Disinterested public policy?


So we painted a cycle lane to encourage kids to cycle. It fell foul of the motorists and faded into memory. So we let the children use the pavements. They fall foul of public budget cuts, overgrow and subsume. So we let the parents drive the kids to school. We all fall foul of the clogged roads, pollution and the future healthcare burden.

It’s a microcosm, but this school journey seems to be metaphor for disinterested public policy. We’re regular cyclists and hardy, committed types prepared to use the road, but not all are like us. The cycle lane has entirely disappeared, so I ride defensively on our 1 mile journey to school. When the bike needs to be left behind – an after school commitment perhaps – the scooter is employed. As the image indicates, foliage and brambles embrace the pavement to such an extent that you wade through them like a bushman.

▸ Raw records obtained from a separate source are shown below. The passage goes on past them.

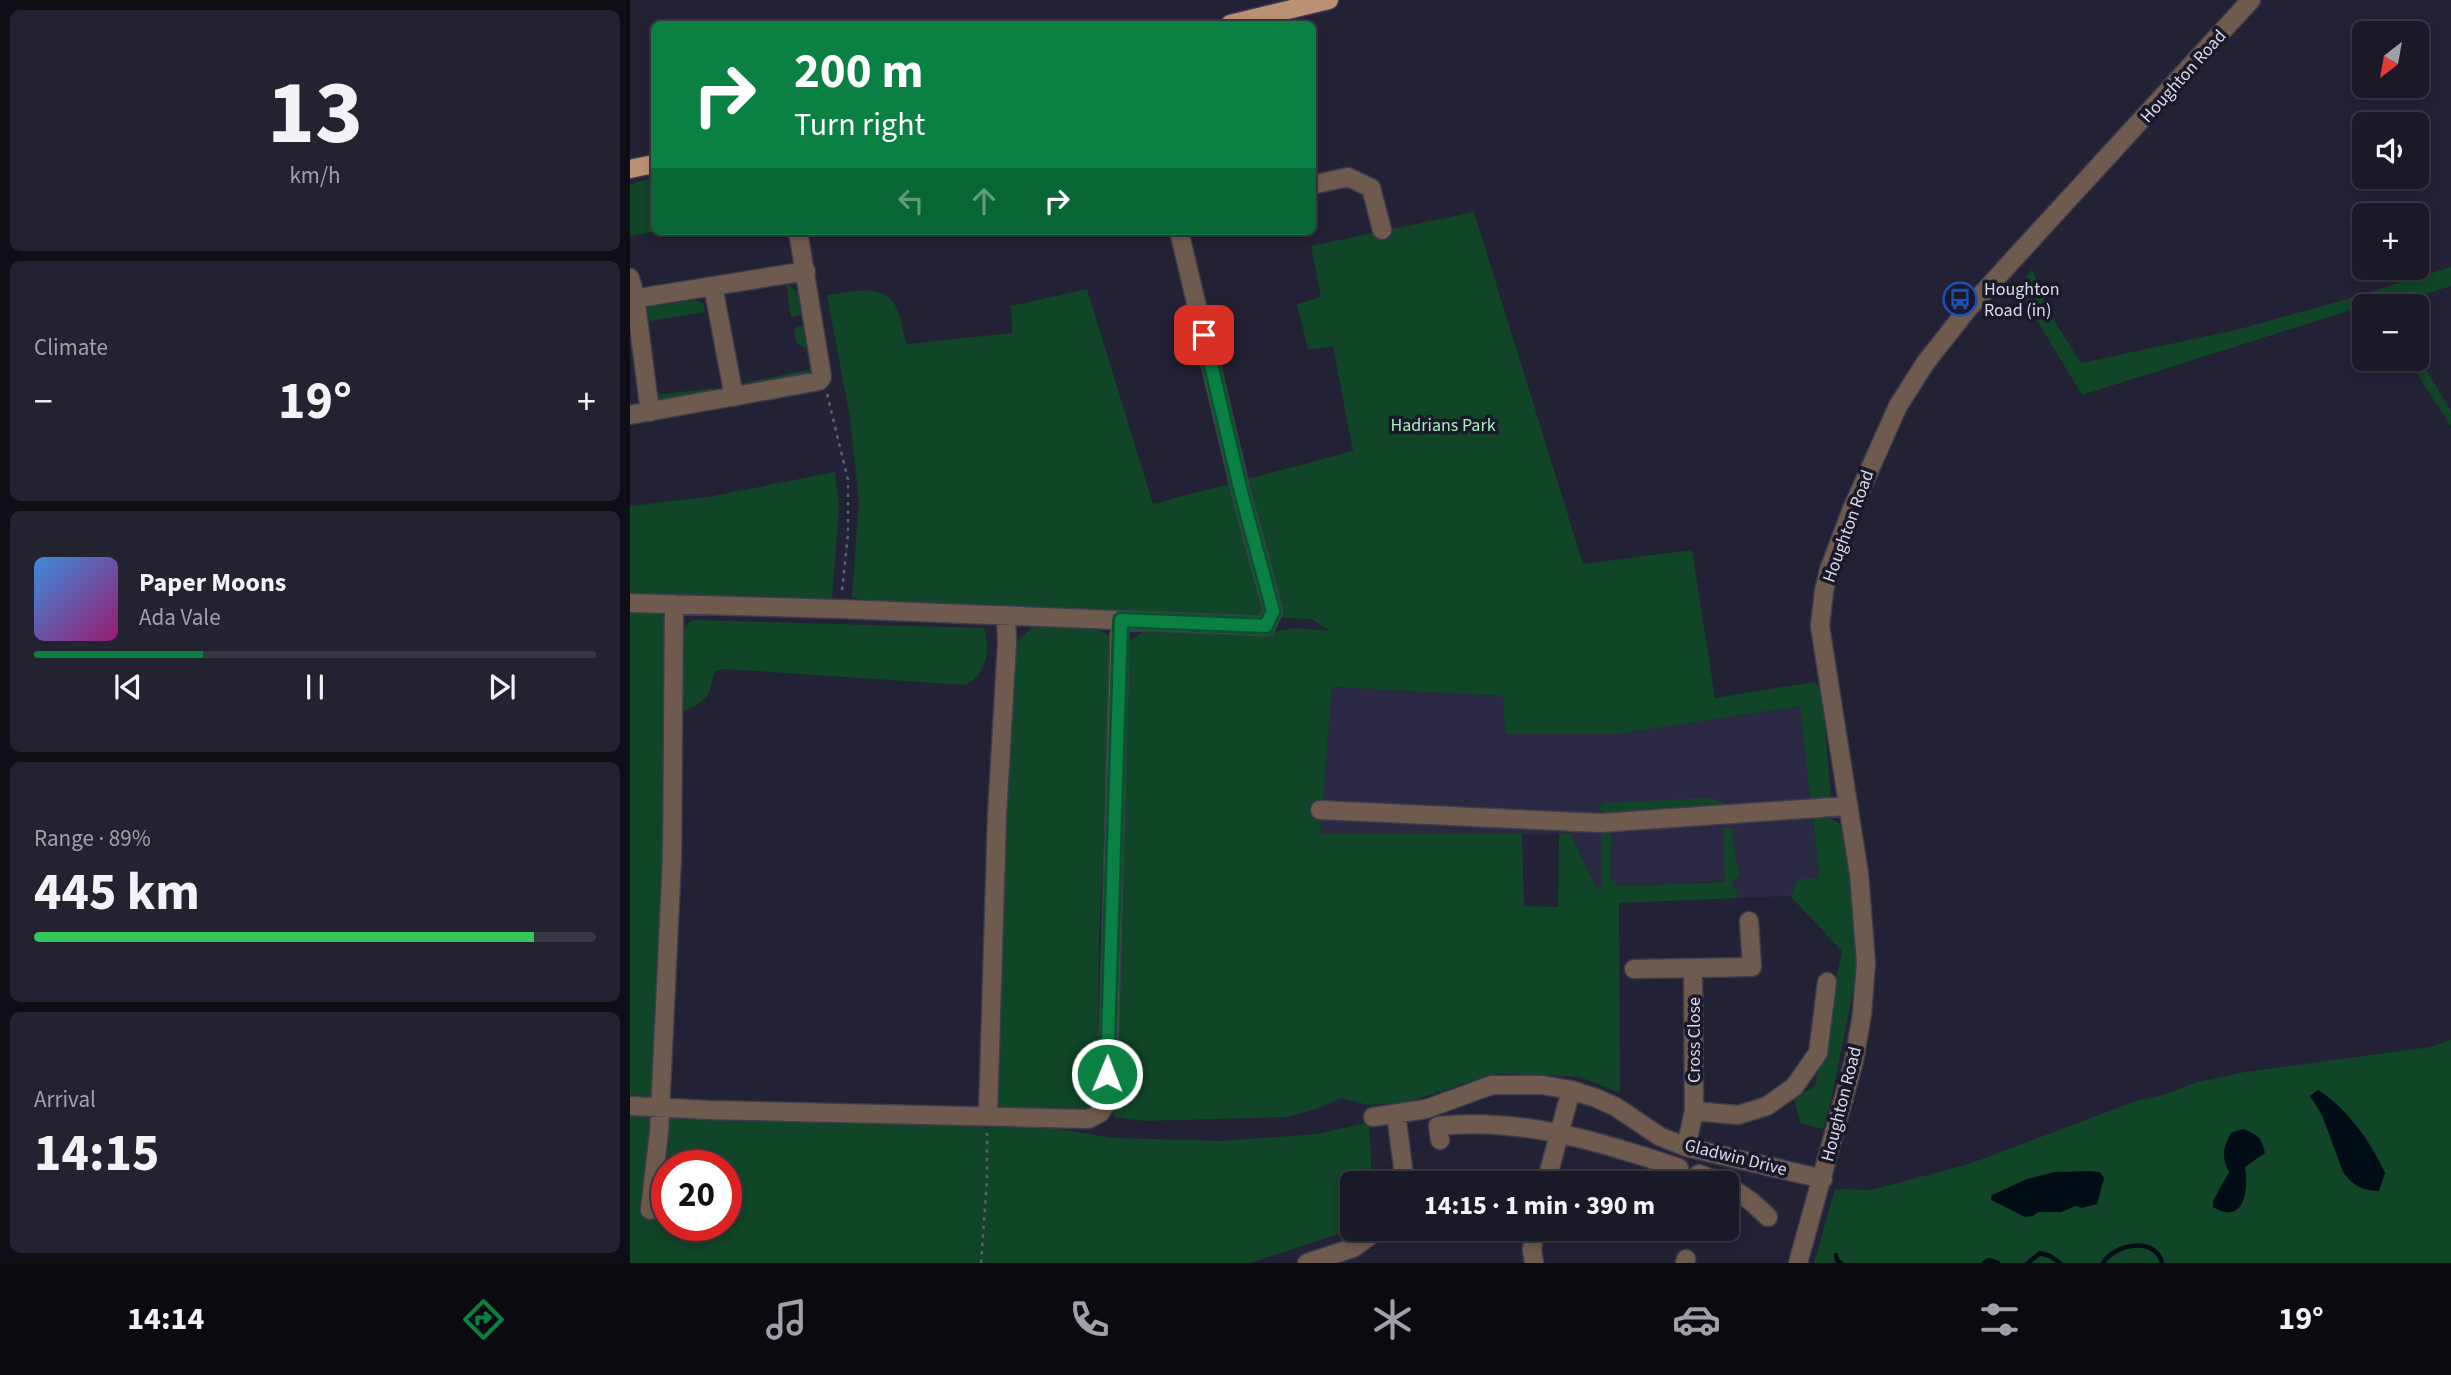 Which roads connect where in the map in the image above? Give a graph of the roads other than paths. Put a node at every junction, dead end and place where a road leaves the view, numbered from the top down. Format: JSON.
{"nodes":[{"id":1,"x":1329,"y":0,"type":"edge"},
{"id":2,"x":2251,"y":0,"type":"edge"},
{"id":3,"x":1242,"y":21,"type":"edge"},
{"id":4,"x":651,"y":165,"type":"edge"},
{"id":5,"x":630,"y":169,"type":"edge"},
{"id":6,"x":1316,"y":184,"type":"edge"},
{"id":7,"x":1382,"y":230,"type":"dead end"},
{"id":8,"x":800,"y":235,"type":"edge"},
{"id":9,"x":1180,"y":235,"type":"edge"},
{"id":10,"x":806,"y":271,"type":"junction"},
{"id":11,"x":630,"y":278,"type":"edge"},
{"id":12,"x":713,"y":286,"type":"junction"},
{"id":13,"x":635,"y":296,"type":"junction"},
{"id":14,"x":734,"y":397,"type":"junction"},
{"id":15,"x":650,"y":412,"type":"junction"},
{"id":16,"x":630,"y":415,"type":"edge"},
{"id":17,"x":630,"y":603,"type":"edge"},
{"id":18,"x":674,"y":604,"type":"junction"},
{"id":19,"x":1006,"y":615,"type":"junction"},
{"id":20,"x":1121,"y":620,"type":"junction"},
{"id":21,"x":1847,"y":806,"type":"junction"},
{"id":22,"x":1320,"y":810,"type":"dead end"},
{"id":23,"x":1749,"y":921,"type":"dead end"},
{"id":24,"x":1634,"y":969,"type":"dead end"},
{"id":25,"x":1693,"y":970,"type":"junction"},
{"id":26,"x":1827,"y":982,"type":"dead end"},
{"id":27,"x":1571,"y":1090,"type":"junction"},
{"id":28,"x":630,"y":1106,"type":"edge"},
{"id":29,"x":660,"y":1108,"type":"junction"},
{"id":30,"x":1695,"y":1111,"type":"junction"},
{"id":31,"x":1396,"y":1114,"type":"junction"},
{"id":32,"x":988,"y":1116,"type":"junction"},
{"id":33,"x":1373,"y":1117,"type":"dead end"},
{"id":34,"x":1635,"y":1119,"type":"junction"},
{"id":35,"x":1559,"y":1133,"type":"junction"},
{"id":36,"x":1440,"y":1140,"type":"dead end"},
{"id":37,"x":1686,"y":1147,"type":"junction"},
{"id":38,"x":1624,"y":1149,"type":"junction"},
{"id":39,"x":1735,"y":1156,"type":"junction"},
{"id":40,"x":1679,"y":1168,"type":"dead end"},
{"id":41,"x":1403,"y":1171,"type":"edge"},
{"id":42,"x":1549,"y":1171,"type":"edge"},
{"id":43,"x":1730,"y":1171,"type":"edge"},
{"id":44,"x":1823,"y":1179,"type":"junction"},
{"id":45,"x":1739,"y":1193,"type":"edge"},
{"id":46,"x":650,"y":1210,"type":"dead end"},
{"id":47,"x":1768,"y":1217,"type":"dead end"},
{"id":48,"x":1363,"y":1241,"type":"edge"},
{"id":49,"x":1533,"y":1241,"type":"edge"},
{"id":50,"x":1307,"y":1263,"type":"edge"},
{"id":51,"x":1534,"y":1263,"type":"edge"},
{"id":52,"x":1798,"y":1263,"type":"edge"}],
"edges":[{"from":1,"to":3,"type":"main road"},
{"from":2,"to":21,"type":"street","name":"Houghton Road"},
{"from":4,"to":5,"type":"main road"},
{"from":6,"to":7,"type":"street"},
{"from":8,"to":10,"type":"street"},
{"from":9,"to":20,"type":"street"},
{"from":10,"to":12,"type":"street"},
{"from":10,"to":14,"type":"street"},
{"from":11,"to":13,"type":"street"},
{"from":12,"to":13,"type":"street"},
{"from":12,"to":14,"type":"street"},
{"from":13,"to":15,"type":"street"},
{"from":14,"to":15,"type":"street"},
{"from":15,"to":16,"type":"street"},
{"from":17,"to":18,"type":"street"},
{"from":18,"to":19,"type":"street"},
{"from":18,"to":29,"type":"street"},
{"from":19,"to":20,"type":"street"},
{"from":19,"to":32,"type":"street"},
{"from":20,"to":32,"type":"street"},
{"from":21,"to":22,"type":"street"},
{"from":21,"to":44,"type":"street","name":"Houghton Road"},
{"from":23,"to":25,"type":"street"},
{"from":24,"to":25,"type":"street"},
{"from":25,"to":30,"type":"street","name":"Cross Close"},
{"from":26,"to":30,"type":"street"},
{"from":27,"to":31,"type":"street","name":"Gladwin Drive"},
{"from":27,"to":34,"type":"street","name":"Gladwin Drive"},
{"from":27,"to":35,"type":"street"},
{"from":28,"to":29,"type":"street"},
{"from":29,"to":32,"type":"street"},
{"from":29,"to":46,"type":"street"},
{"from":30,"to":37,"type":"street","name":"Cross Close"},
{"from":31,"to":33,"type":"street","name":"Gladwin Drive"},
{"from":31,"to":41,"type":"street"},
{"from":34,"to":37,"type":"street","name":"Gladwin Drive"},
{"from":34,"to":38,"type":"street"},
{"from":35,"to":36,"type":"street"},
{"from":35,"to":38,"type":"street"},
{"from":35,"to":42,"type":"street"},
{"from":37,"to":39,"type":"street","name":"Gladwin Drive"},
{"from":38,"to":40,"type":"street"},
{"from":39,"to":43,"type":"street"},
{"from":39,"to":44,"type":"street","name":"Gladwin Drive"},
{"from":44,"to":52,"type":"street","name":"Houghton Road"},
{"from":45,"to":47,"type":"street"},
{"from":48,"to":50,"type":"street"},
{"from":49,"to":51,"type":"street"}]}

It’s little wonder that parents follow the path of least resistance. Each year we point it out to the council. Action is promised and the foliage may eventually be cut (experience suggests during the summer holidays). 

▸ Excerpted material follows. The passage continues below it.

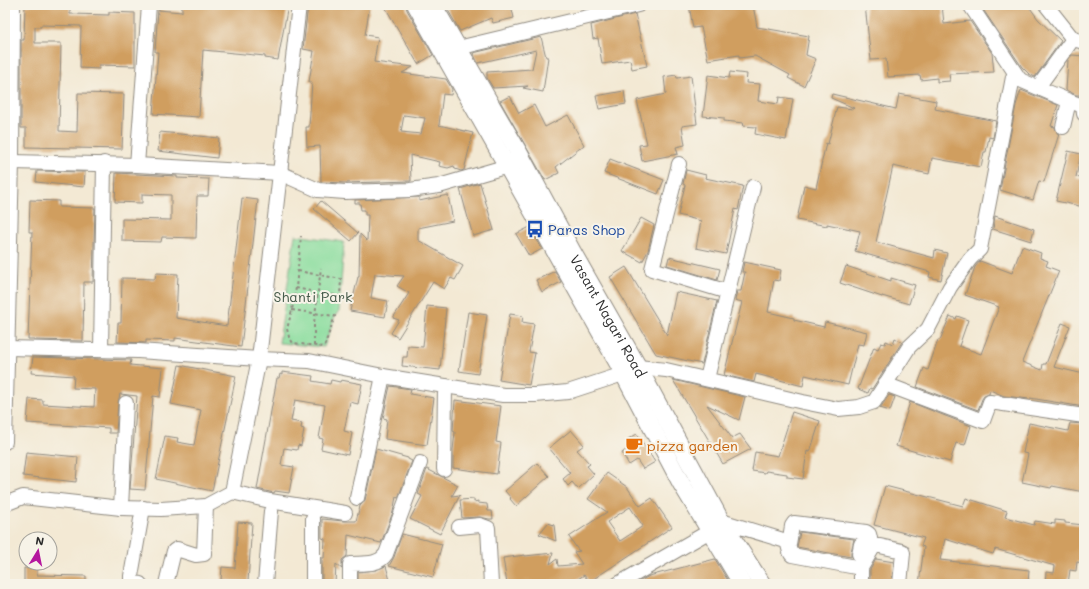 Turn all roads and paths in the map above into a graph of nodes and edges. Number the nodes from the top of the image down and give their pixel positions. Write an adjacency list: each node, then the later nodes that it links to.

So a short appeal to councils up and down the land; the big schemes and headline grabbing ‘superhighways’ are lovely, super, great. But please pay close attention to school routes, looking at them, assessing them,  embedding good practise and providing better cycle/scoot/walk provision. If we want the commuters of 2030 to be fit, healthy and self sufficent, future change relies on the behavioural actions, assumptions and experiences of the children of today.